= Oxford and Cambridge Trans-Africa Expedition =

Race undertaken in 1954

The Oxford and Cambridge Trans-Africa Expedition was a race undertaken in 1954 between undergraduates of Oxford and Cambridge universities, crossing Africa from north to south - Cape Town - and back again. The journey traversed 25,000 miles. It was supposed to be undertaken during the 'long vac' (university summer holidays from June–October) with the teams leaving the UK in June 1954 but overran and the Expedition did not arrive back in the UK until December 1954.

The Expedition vehicles were two Land Rover Series I 86" station wagons - one for each three-man university team, and was won by Oxford. The Expedition travelled through Tunisia, across the Sahara, into Egypt, through Ethiopia,

The genesis of the race came as a bet in a bar in Hong Kong between David Waters and Adrian Cowell (who developed and planned the Expedition but was eventually unable to take part). The teams obtained sponsorship and part of the object of the Expedition was to test equipment for some 50 British firms, and to collect information on routes for the explorers' clubs of the two universities.

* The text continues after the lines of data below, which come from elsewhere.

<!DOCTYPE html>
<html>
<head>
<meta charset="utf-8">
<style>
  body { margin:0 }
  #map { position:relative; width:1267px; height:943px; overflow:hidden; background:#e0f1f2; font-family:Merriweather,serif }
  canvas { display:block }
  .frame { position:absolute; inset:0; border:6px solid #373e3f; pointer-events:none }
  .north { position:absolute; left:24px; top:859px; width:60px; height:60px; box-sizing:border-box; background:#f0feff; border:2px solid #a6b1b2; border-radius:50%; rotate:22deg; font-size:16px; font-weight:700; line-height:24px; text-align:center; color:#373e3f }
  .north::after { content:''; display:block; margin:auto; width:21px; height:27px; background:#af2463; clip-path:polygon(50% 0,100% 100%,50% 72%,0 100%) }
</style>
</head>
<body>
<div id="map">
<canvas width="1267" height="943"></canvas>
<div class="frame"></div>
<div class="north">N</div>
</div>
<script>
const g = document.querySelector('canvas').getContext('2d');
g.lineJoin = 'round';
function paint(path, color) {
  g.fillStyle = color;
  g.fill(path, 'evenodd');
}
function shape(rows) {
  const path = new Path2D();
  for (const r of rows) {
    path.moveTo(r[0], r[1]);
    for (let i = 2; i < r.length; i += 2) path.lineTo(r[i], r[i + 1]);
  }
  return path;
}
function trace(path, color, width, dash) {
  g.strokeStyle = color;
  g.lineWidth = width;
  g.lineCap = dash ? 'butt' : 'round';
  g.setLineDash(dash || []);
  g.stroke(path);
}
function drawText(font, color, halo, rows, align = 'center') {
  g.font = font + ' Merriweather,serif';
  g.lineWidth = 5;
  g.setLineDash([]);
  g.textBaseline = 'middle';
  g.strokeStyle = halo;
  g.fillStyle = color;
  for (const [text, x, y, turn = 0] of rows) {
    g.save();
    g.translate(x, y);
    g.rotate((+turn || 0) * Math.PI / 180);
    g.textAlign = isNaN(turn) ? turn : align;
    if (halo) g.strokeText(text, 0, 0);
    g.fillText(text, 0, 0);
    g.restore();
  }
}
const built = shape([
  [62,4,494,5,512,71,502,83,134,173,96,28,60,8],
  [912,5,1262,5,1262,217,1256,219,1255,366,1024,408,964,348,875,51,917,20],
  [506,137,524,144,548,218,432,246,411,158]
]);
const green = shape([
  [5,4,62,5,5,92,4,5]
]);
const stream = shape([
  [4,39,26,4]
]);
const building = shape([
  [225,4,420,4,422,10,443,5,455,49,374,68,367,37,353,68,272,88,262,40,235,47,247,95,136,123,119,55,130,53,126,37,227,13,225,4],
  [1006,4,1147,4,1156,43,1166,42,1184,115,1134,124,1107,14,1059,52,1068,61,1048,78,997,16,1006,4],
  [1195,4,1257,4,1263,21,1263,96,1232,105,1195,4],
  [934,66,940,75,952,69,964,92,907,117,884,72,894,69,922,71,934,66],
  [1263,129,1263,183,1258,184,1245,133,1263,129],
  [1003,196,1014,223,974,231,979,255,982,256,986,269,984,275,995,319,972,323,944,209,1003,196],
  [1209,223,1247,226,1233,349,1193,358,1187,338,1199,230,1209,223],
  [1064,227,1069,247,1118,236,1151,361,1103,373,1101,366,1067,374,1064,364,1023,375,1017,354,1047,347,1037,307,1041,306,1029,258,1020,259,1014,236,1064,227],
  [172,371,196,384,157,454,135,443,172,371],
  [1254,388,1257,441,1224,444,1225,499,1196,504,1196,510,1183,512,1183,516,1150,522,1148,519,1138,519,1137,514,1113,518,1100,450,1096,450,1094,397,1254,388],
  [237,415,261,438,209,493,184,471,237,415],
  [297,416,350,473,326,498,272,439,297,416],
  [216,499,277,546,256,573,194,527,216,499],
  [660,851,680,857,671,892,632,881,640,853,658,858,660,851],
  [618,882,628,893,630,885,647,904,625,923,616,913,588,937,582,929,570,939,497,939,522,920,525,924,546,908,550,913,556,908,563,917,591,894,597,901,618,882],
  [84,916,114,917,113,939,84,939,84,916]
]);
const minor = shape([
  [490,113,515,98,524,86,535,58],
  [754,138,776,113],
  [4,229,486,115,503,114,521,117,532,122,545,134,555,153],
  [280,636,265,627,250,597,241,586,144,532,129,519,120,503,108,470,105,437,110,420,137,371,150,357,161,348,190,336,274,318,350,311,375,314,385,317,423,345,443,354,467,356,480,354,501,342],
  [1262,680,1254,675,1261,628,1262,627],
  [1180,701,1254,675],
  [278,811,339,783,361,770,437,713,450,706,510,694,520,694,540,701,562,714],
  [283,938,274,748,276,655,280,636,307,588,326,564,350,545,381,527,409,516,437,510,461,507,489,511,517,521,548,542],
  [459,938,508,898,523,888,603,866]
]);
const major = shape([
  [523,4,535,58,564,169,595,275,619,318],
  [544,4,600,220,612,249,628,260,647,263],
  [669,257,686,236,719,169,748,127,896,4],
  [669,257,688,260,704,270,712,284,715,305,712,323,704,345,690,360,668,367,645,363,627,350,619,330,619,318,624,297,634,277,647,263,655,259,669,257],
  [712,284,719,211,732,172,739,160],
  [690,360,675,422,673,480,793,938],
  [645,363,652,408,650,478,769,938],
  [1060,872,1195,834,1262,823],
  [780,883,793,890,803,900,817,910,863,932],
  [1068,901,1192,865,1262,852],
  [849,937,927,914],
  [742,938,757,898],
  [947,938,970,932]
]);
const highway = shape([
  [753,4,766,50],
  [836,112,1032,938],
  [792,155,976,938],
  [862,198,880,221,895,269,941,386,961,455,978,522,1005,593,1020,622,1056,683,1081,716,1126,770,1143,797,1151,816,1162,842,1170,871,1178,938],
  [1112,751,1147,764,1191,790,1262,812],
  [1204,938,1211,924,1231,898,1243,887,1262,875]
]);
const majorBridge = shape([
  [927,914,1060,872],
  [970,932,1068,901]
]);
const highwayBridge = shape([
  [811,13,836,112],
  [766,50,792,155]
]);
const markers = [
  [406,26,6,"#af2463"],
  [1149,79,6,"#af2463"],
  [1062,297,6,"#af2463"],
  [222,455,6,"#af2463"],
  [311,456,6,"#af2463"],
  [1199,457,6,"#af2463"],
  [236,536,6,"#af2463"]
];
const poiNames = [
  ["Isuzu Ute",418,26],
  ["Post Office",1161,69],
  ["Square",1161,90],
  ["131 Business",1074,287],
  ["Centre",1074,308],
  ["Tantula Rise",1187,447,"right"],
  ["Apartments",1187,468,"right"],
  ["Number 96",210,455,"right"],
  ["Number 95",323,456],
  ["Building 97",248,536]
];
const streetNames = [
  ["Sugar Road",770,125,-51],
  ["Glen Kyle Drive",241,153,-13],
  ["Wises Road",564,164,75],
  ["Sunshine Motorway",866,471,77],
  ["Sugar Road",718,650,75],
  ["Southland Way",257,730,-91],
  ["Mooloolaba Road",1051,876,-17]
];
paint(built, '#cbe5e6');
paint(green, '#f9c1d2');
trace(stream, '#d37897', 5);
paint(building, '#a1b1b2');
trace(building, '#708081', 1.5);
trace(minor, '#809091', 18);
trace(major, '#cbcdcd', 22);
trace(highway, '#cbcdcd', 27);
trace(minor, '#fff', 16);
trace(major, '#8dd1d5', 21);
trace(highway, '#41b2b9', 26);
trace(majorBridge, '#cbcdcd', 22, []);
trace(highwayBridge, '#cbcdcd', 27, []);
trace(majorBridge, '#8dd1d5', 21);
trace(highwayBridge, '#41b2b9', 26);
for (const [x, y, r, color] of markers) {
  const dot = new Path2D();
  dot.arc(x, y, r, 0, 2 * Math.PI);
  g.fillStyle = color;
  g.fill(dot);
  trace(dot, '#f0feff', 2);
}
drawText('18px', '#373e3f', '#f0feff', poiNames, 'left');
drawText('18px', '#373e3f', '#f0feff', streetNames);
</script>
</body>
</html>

The Expedition was such a success that it inspired Adrian Cowell to formulate and take part in the famed 1955-6 Oxford and Cambridge Far Eastern Expedition, which travelled overland from London to Singapore in two Land Rovers.

In September 2011 author Michael Bishop mentioned in his blog an unfinished book on the Expedition written by one of the team members, which Bishop was hoping to help get published by the end of that year. This book 'Boat Race on Wheels: The Oxford Cambridge Trans-Africa Expedition 1954' was finally published in 2023

==Team members==
- Gethin Bradley (Cambridge)
- Don Calman (Oxford. Australian)
- Ross Charlton (Cambridge. Australian. Cameraman)
- Tony Morgan (Oxford)
- 'Buzz' Piggott (Cambridge. American)
- David Waters (Oxford)
In addition, Adrian Cowell of Cambridge was involved in the development and planning but unable to take part in the expedition itself.